→ Exercise brief
Your task is to output every record exactly as it is given.
___ Input ___
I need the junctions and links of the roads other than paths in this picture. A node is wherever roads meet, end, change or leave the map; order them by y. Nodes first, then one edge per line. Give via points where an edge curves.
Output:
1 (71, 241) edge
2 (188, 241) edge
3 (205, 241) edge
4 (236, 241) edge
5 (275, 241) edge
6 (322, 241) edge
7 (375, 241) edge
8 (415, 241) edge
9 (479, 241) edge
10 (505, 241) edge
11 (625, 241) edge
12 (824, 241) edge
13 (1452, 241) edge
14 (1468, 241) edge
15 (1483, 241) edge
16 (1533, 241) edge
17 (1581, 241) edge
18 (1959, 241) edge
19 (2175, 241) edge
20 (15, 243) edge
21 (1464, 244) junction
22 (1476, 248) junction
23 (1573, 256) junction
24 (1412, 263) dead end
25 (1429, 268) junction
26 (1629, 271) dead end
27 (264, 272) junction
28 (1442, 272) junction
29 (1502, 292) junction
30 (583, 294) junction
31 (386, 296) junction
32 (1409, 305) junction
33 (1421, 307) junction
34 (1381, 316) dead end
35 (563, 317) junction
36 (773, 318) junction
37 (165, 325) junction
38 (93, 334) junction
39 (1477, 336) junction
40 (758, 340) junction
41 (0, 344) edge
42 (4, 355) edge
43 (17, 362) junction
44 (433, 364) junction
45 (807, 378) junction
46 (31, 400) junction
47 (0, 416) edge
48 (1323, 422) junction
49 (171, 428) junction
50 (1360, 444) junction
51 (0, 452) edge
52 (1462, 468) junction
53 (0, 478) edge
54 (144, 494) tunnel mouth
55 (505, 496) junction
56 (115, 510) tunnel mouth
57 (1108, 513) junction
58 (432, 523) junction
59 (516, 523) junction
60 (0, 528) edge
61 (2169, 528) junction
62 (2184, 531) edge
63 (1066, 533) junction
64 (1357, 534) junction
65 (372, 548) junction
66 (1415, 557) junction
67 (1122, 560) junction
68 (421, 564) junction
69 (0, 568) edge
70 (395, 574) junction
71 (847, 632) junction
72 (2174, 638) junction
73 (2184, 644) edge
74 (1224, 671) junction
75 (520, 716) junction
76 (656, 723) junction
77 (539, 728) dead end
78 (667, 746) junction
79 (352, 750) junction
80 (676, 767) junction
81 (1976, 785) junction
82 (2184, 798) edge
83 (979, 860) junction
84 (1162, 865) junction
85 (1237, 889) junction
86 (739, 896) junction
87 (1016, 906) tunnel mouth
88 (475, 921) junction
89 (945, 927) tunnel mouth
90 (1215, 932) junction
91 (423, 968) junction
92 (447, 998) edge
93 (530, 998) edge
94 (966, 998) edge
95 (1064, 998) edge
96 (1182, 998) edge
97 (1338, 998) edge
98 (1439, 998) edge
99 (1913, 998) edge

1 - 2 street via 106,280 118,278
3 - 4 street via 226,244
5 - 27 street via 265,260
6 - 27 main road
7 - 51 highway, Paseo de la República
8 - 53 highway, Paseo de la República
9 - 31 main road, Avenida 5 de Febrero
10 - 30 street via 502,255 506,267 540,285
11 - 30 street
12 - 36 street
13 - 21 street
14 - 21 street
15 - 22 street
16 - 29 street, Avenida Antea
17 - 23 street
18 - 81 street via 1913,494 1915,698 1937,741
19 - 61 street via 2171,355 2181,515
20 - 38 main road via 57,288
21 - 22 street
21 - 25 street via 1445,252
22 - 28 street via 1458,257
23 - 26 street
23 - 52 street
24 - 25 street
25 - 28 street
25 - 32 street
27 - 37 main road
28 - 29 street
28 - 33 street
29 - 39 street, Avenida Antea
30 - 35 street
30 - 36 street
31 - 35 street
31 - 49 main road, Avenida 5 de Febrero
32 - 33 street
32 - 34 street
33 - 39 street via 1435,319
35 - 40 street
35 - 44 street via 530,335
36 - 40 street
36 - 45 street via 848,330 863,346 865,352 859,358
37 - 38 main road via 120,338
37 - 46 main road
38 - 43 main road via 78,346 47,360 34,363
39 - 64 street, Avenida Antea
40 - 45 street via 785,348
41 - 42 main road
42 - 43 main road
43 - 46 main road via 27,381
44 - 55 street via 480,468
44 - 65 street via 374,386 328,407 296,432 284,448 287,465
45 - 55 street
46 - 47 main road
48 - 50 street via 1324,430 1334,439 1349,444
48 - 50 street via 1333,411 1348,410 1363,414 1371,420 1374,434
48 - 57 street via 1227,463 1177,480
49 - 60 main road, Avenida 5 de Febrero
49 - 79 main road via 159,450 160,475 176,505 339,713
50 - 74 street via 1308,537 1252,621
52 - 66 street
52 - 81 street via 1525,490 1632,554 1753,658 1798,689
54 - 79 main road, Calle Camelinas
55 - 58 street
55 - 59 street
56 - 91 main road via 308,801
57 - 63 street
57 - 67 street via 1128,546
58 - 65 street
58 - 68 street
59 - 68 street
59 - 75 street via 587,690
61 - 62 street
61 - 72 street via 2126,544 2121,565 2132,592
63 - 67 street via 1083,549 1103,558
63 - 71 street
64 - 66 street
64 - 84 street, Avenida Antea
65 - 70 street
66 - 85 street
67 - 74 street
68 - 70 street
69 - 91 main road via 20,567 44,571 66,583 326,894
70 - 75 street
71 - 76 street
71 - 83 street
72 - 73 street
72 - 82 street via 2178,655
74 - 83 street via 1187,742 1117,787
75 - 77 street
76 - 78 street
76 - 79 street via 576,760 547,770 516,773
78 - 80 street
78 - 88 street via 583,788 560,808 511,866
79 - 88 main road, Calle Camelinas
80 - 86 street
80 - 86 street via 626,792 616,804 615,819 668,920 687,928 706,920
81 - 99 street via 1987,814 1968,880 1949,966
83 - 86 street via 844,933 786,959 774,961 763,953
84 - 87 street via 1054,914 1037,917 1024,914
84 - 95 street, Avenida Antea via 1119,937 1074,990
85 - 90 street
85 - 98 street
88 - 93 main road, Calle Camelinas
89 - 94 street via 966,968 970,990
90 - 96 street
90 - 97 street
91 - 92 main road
___
→ Written answer
I need the junctions and links of the roads other than paths in this picture. A node is wherever roads meet, end, change or leave the map; order them by y. Nodes first, then one edge per line. Give via points where an edge curves.
Output:
1 (71, 241) edge
2 (188, 241) edge
3 (205, 241) edge
4 (236, 241) edge
5 (275, 241) edge
6 (322, 241) edge
7 (375, 241) edge
8 (415, 241) edge
9 (479, 241) edge
10 (505, 241) edge
11 (625, 241) edge
12 (824, 241) edge
13 (1452, 241) edge
14 (1468, 241) edge
15 (1483, 241) edge
16 (1533, 241) edge
17 (1581, 241) edge
18 (1959, 241) edge
19 (2175, 241) edge
20 (15, 243) edge
21 (1464, 244) junction
22 (1476, 248) junction
23 (1573, 256) junction
24 (1412, 263) dead end
25 (1429, 268) junction
26 (1629, 271) dead end
27 (264, 272) junction
28 (1442, 272) junction
29 (1502, 292) junction
30 (583, 294) junction
31 (386, 296) junction
32 (1409, 305) junction
33 (1421, 307) junction
34 (1381, 316) dead end
35 (563, 317) junction
36 (773, 318) junction
37 (165, 325) junction
38 (93, 334) junction
39 (1477, 336) junction
40 (758, 340) junction
41 (0, 344) edge
42 (4, 355) edge
43 (17, 362) junction
44 (433, 364) junction
45 (807, 378) junction
46 (31, 400) junction
47 (0, 416) edge
48 (1323, 422) junction
49 (171, 428) junction
50 (1360, 444) junction
51 (0, 452) edge
52 (1462, 468) junction
53 (0, 478) edge
54 (144, 494) tunnel mouth
55 (505, 496) junction
56 (115, 510) tunnel mouth
57 (1108, 513) junction
58 (432, 523) junction
59 (516, 523) junction
60 (0, 528) edge
61 (2169, 528) junction
62 (2184, 531) edge
63 (1066, 533) junction
64 (1357, 534) junction
65 (372, 548) junction
66 (1415, 557) junction
67 (1122, 560) junction
68 (421, 564) junction
69 (0, 568) edge
70 (395, 574) junction
71 (847, 632) junction
72 (2174, 638) junction
73 (2184, 644) edge
74 (1224, 671) junction
75 (520, 716) junction
76 (656, 723) junction
77 (539, 728) dead end
78 (667, 746) junction
79 (352, 750) junction
80 (676, 767) junction
81 (1976, 785) junction
82 (2184, 798) edge
83 (979, 860) junction
84 (1162, 865) junction
85 (1237, 889) junction
86 (739, 896) junction
87 (1016, 906) tunnel mouth
88 (475, 921) junction
89 (945, 927) tunnel mouth
90 (1215, 932) junction
91 (423, 968) junction
92 (447, 998) edge
93 (530, 998) edge
94 (966, 998) edge
95 (1064, 998) edge
96 (1182, 998) edge
97 (1338, 998) edge
98 (1439, 998) edge
99 (1913, 998) edge

1 - 2 street via 106,280 118,278
3 - 4 street via 226,244
5 - 27 street via 265,260
6 - 27 main road
7 - 51 highway, Paseo de la República
8 - 53 highway, Paseo de la República
9 - 31 main road, Avenida 5 de Febrero
10 - 30 street via 502,255 506,267 540,285
11 - 30 street
12 - 36 street
13 - 21 street
14 - 21 street
15 - 22 street
16 - 29 street, Avenida Antea
17 - 23 street
18 - 81 street via 1913,494 1915,698 1937,741
19 - 61 street via 2171,355 2181,515
20 - 38 main road via 57,288
21 - 22 street
21 - 25 street via 1445,252
22 - 28 street via 1458,257
23 - 26 street
23 - 52 street
24 - 25 street
25 - 28 street
25 - 32 street
27 - 37 main road
28 - 29 street
28 - 33 street
29 - 39 street, Avenida Antea
30 - 35 street
30 - 36 street
31 - 35 street
31 - 49 main road, Avenida 5 de Febrero
32 - 33 street
32 - 34 street
33 - 39 street via 1435,319
35 - 40 street
35 - 44 street via 530,335
36 - 40 street
36 - 45 street via 848,330 863,346 865,352 859,358
37 - 38 main road via 120,338
37 - 46 main road
38 - 43 main road via 78,346 47,360 34,363
39 - 64 street, Avenida Antea
40 - 45 street via 785,348
41 - 42 main road
42 - 43 main road
43 - 46 main road via 27,381
44 - 55 street via 480,468
44 - 65 street via 374,386 328,407 296,432 284,448 287,465
45 - 55 street
46 - 47 main road
48 - 50 street via 1324,430 1334,439 1349,444
48 - 50 street via 1333,411 1348,410 1363,414 1371,420 1374,434
48 - 57 street via 1227,463 1177,480
49 - 60 main road, Avenida 5 de Febrero
49 - 79 main road via 159,450 160,475 176,505 339,713
50 - 74 street via 1308,537 1252,621
52 - 66 street
52 - 81 street via 1525,490 1632,554 1753,658 1798,689
54 - 79 main road, Calle Camelinas
55 - 58 street
55 - 59 street
56 - 91 main road via 308,801
57 - 63 street
57 - 67 street via 1128,546
58 - 65 street
58 - 68 street
59 - 68 street
59 - 75 street via 587,690
61 - 62 street
61 - 72 street via 2126,544 2121,565 2132,592
63 - 67 street via 1083,549 1103,558
63 - 71 street
64 - 66 street
64 - 84 street, Avenida Antea
65 - 70 street
66 - 85 street
67 - 74 street
68 - 70 street
69 - 91 main road via 20,567 44,571 66,583 326,894
70 - 75 street
71 - 76 street
71 - 83 street
72 - 73 street
72 - 82 street via 2178,655
74 - 83 street via 1187,742 1117,787
75 - 77 street
76 - 78 street
76 - 79 street via 576,760 547,770 516,773
78 - 80 street
78 - 88 street via 583,788 560,808 511,866
79 - 88 main road, Calle Camelinas
80 - 86 street
80 - 86 street via 626,792 616,804 615,819 668,920 687,928 706,920
81 - 99 street via 1987,814 1968,880 1949,966
83 - 86 street via 844,933 786,959 774,961 763,953
84 - 87 street via 1054,914 1037,917 1024,914
84 - 95 street, Avenida Antea via 1119,937 1074,990
85 - 90 street
85 - 98 street
88 - 93 main road, Calle Camelinas
89 - 94 street via 966,968 970,990
90 - 96 street
90 - 97 street
91 - 92 main road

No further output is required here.